# TF Blue Goose



## Polar Bear (Sep 22, 2013)

Does anyone know the back story on "TF Blue Goose"?


----------



## talonlm (Sep 22, 2013)

Never heard of a "Task Force Blue Goose," but there was a PBY named _Blue Goose_ used for a daylight torpedo raid during  the fight for Guadalcanal.  The was a much better writeup on the Air University page, but that apparently got put behind a .mil firewall.  I can post a copy here, but I ain't sure that's what you're asking about. 

Edit:  Found a better source here.


----------



## goon175 (Sep 22, 2013)

Uh... can we get a Mod over here to clean this up for OPSEC?


----------



## pardus (Sep 22, 2013)

goon175 said:


> Uh... can we get a Mod over here to clean this up for OPSEC?



It's OK, I believe the CIA declassified Blue Goose.

Or was that the other unit, TF Grey Goose? I always get those two mixed up. :-/


----------



## Dame (Sep 22, 2013)

goon175 said:


> Uh... can we get a Mod over here to clean this up for OPSEC?


----------



## goon175 (Sep 22, 2013)

Dame said:


> View attachment 9272



I see you caught my sarcasm!


----------



## Muppet (Sep 22, 2013)

Dame said:


> View attachment 9272


 
How do you do that new fangled computer stuff?

F.M.


----------



## pardus (Sep 22, 2013)

goon175 said:


> I see you caught my sarcasm!



I guess you were too subtle? :-/


----------



## x SF med (Sep 23, 2013)

Polar Bear said:


> Does anyone know the back story on "TF Blue Goose"?


 
It has to do with Operation Blue Falcon doesn't it?


----------



## talonlm (Sep 23, 2013)

Just so long as it has absolutely nothing to do with any kind of waffle.


----------



## DA SWO (Sep 23, 2013)

TF Duck Duck came first.


----------



## Centermass (Sep 23, 2013)

SOWT said:


> TF Duck Duck came first.



and then, the "Ether" Bunny with OP Badassery.......


----------



## amlove21 (Sep 23, 2013)

I was attached to TF BG for quite a while.

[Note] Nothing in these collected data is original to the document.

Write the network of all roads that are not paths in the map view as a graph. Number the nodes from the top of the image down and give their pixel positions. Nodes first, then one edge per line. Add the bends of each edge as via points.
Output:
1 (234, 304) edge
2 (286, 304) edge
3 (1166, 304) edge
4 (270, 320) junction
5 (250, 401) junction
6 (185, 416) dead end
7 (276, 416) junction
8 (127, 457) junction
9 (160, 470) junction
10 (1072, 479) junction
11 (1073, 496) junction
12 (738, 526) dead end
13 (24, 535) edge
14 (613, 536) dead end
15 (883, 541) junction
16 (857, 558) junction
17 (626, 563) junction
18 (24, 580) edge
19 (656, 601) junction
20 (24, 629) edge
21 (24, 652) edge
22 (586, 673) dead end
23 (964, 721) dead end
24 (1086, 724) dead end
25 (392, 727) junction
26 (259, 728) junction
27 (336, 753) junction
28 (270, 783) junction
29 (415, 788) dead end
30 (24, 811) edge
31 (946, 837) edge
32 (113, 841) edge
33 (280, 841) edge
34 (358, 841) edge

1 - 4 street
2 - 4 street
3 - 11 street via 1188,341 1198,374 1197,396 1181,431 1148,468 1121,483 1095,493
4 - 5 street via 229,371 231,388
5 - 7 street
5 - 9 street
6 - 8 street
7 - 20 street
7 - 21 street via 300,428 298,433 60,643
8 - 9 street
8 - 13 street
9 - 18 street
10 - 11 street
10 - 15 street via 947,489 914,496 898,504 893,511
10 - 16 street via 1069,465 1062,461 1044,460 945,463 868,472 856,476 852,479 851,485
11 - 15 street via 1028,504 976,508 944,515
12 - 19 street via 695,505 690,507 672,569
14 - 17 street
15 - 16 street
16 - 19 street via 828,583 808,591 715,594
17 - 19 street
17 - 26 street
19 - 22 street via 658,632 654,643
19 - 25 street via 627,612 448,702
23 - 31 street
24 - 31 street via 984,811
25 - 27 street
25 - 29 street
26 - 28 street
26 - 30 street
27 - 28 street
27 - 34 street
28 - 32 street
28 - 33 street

We were under TF BRINDLE (it was a combined op). Cant say what I did or who I worked with or where. Except that I did and with some people and in SE Asia.


----------



## SpitfireV (Sep 23, 2013)

Ted Striker: My orders came through. My squadron ships out tomorrow. We're bombing the storage depots at Daiquiri at 1800 hours. We're coming in from the north, below their radar.

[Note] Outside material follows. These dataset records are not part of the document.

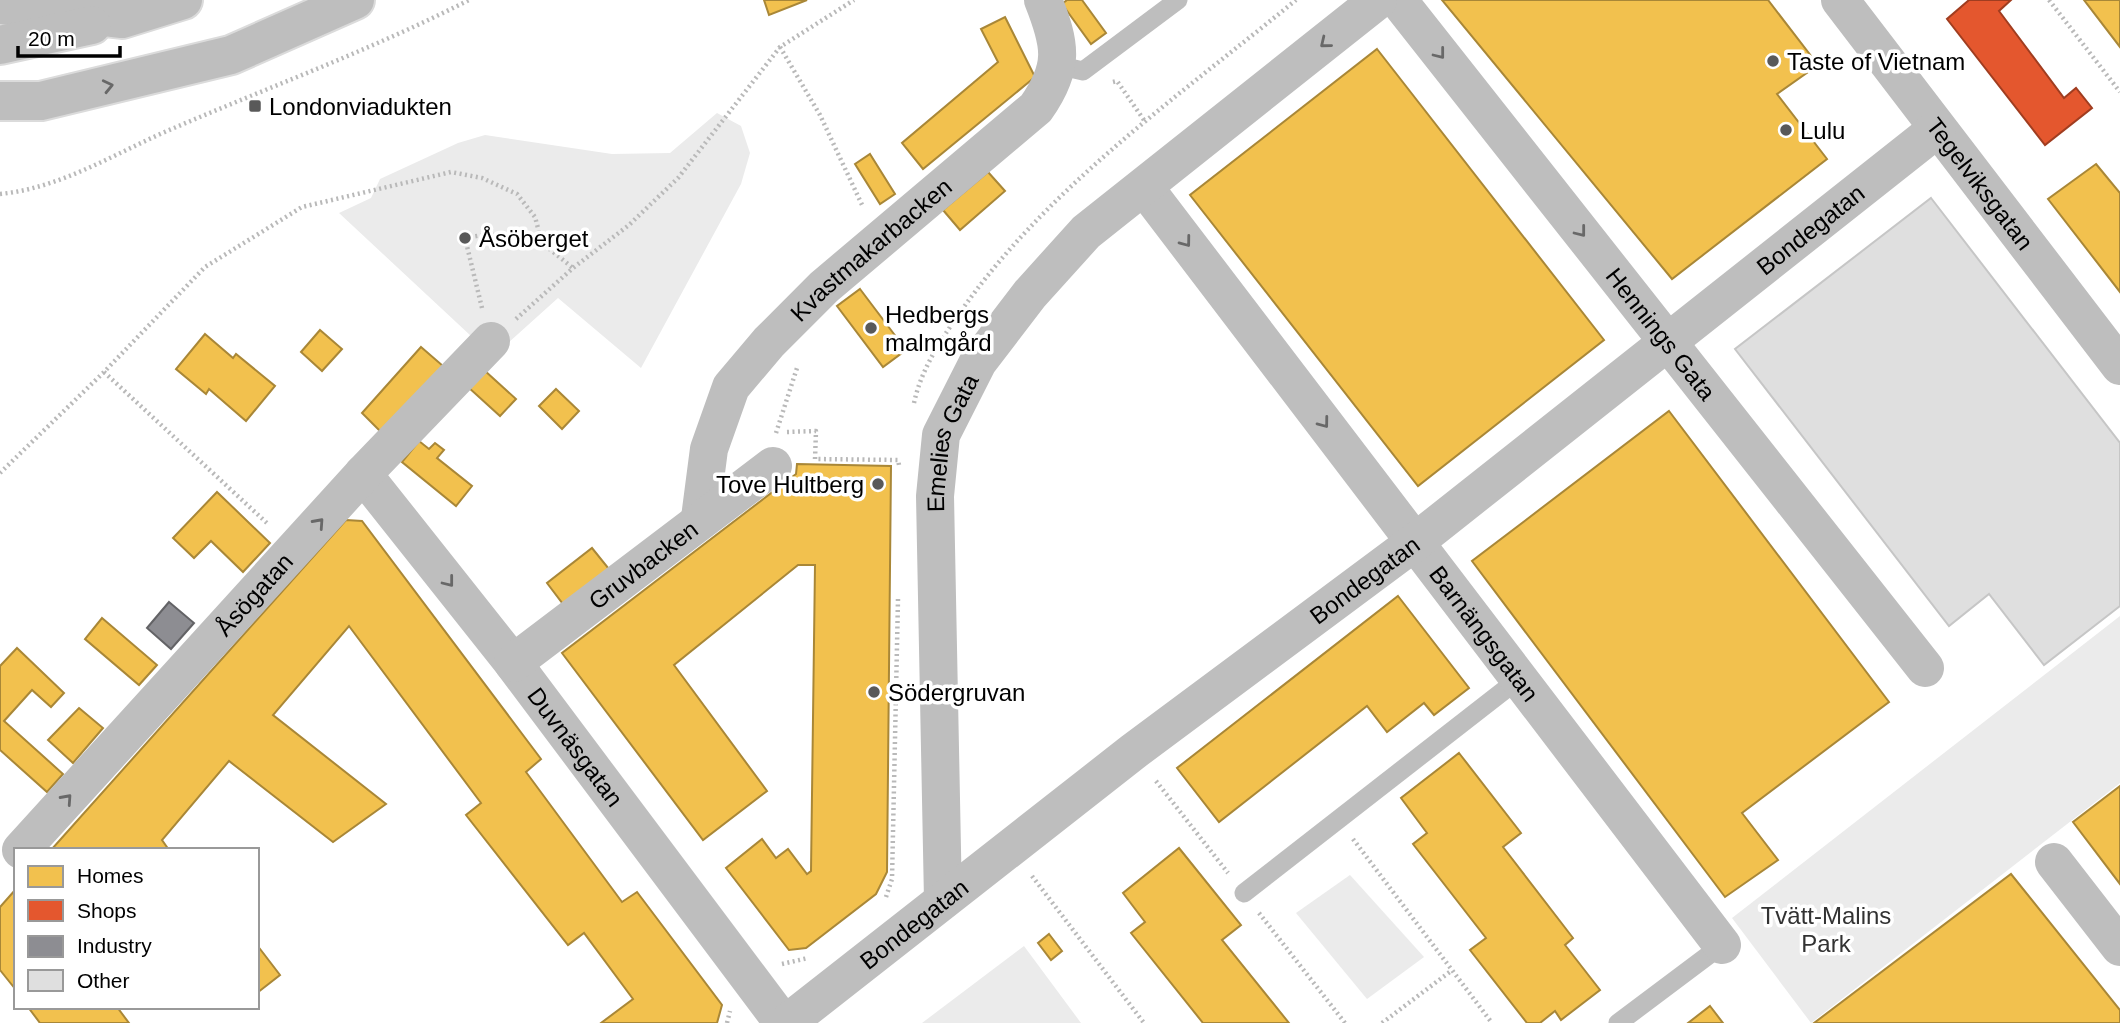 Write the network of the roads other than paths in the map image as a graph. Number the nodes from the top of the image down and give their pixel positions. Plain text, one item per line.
1 (183, 0) edge
2 (355, 0) edge
3 (1043, 0) edge
4 (1178, 0) edge
5 (1378, 0) edge
6 (1398, 0) edge
7 (1850, 3) edge
8 (0, 5) edge
9 (122, 19) junction
10 (0, 45) edge
11 (1057, 65) junction
12 (0, 101) edge
13 (1937, 129) junction
14 (1145, 188) junction
15 (491, 341) road end
16 (1668, 342) junction
17 (2120, 366) edge
18 (775, 449) road end
19 (363, 474) junction
20 (700, 519) junction
21 (1415, 542) junction
22 (513, 663) junction
23 (1925, 668) dead end
24 (1520, 678) junction
25 (23, 848) edge
26 (14, 857) edge
27 (2054, 862) dead end
28 (0, 872) edge
29 (1244, 893) dead end
30 (943, 900) junction
31 (1722, 945) joint
32 (2120, 947) edge
33 (785, 1023) edge
34 (1618, 1023) edge

1 - 9 street
12 -> 2 street
3 - 11 street, Kvastmakarbacken
4 - 11 lane
5 -> 14 street, Emelies Gata
6 -> 16 street, Hennings Gata
7 - 13 street, Tegelviksgatan
8 - 9 street
9 - 10 street
11 - 20 street, Kvastmakarbacken
13 - 16 street, Bondegatan
13 - 17 street, Tegelviksgatan
14 -> 21 street, Barnängsgatan
14 - 30 street, Emelies Gata
15 - 19 street, Åsögatan
16 - 21 street, Bondegatan
16 - 23 street, Hennings Gata
18 - 20 street, Gruvbacken
19 -> 22 street, Duvnäsgatan
25 -> 19 street, Åsögatan
20 - 22 street, Gruvbacken
21 - 24 street, Barnängsgatan
21 - 30 street, Bondegatan
22 - 33 street, Duvnäsgatan
24 - 29 lane
24 - 31 street, Barnängsgatan
26 - 28 street
27 - 32 street
30 - 33 street, Bondegatan
31 - 34 lane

Elaine Dickinson: When will you be back?

Ted Striker: I can't tell you that. It's classified.


----------



## x SF med (Sep 23, 2013)

amlove21 said:


> I was attached to TF BG for quite a while. We were under TF BRINDLE (it was a combined op). Cant say what I did or who I worked with or where. Except that I did and with some people and in SE Asia.


 
and your call sign was "Mother Goose", right?   Oh, Hell did that break OPSEC, or was that just a fairy tale?


----------



## Muppet (Sep 23, 2013)

talonlm said:


> Just so long as it has absolutely nothing to do with any kind of waffle.


 
You sir should promise never to bring that debacle up again, ok? Next, we will be talking about the harlem shake poop video...

F.M.


----------



## 0699 (Sep 24, 2013)

SpitfireV said:


> Ted Striker: My orders came through. My squadron ships out tomorrow. We're bombing the storage depots at Daiquiri at 1800 hours. We're coming in from the north, below their radar.
> 
> Elaine Dickinson: When will you be back?
> 
> Ted Striker: I can't tell you that. It's classified.


 
Over Macho Grande?


----------



## Yoshi (Sep 24, 2013)

Firemedic said:


> harlem shake poop video...


...I had to look....:wall:


----------



## x SF med (Sep 24, 2013)

Yoshi said:


> ...I had to look....:wall:


 
that was stupid...  do pushups.


----------



## Muppet (Sep 24, 2013)

Yoshi said:


> ...I had to look....:wall:


 
LMAO. Dumb ass.. Do flutter kicks also.:wall:

F.M.


----------



## Yoshi (Sep 24, 2013)

Yesterday was flutter kick day.


----------



## x SF med (Sep 24, 2013)

Yoshi said:


> Yesterday was flutter kick day.


 
Wrong again...  every day is flutter kick day...  and pushup day...  do more of each...  lots more...
Soon, you will realize that once the fighting position maximizes cover and allows for good fields of fire, it is finished and you should put down the e-tool...  because anything beyond a well constructed fighting position begins to resemble a grave...  and nobody wants to stand in a grave.  :-"


----------



## Muppet (Sep 24, 2013)

x SF med said:


> Wrong again...  every day is flutter kick day...  and pushup day...  do more of each...  lots more...
> Soon, you will realize that once the fighting position maximizes cover and allows for good fields of fire, it is finished and you should put down the e-tool...  because anything beyond a well constructed fighting position begins to resemble a grave...  and nobody wants to stand in a grave.  :-"


 
Jesus bro. Well stated.

F.M.


----------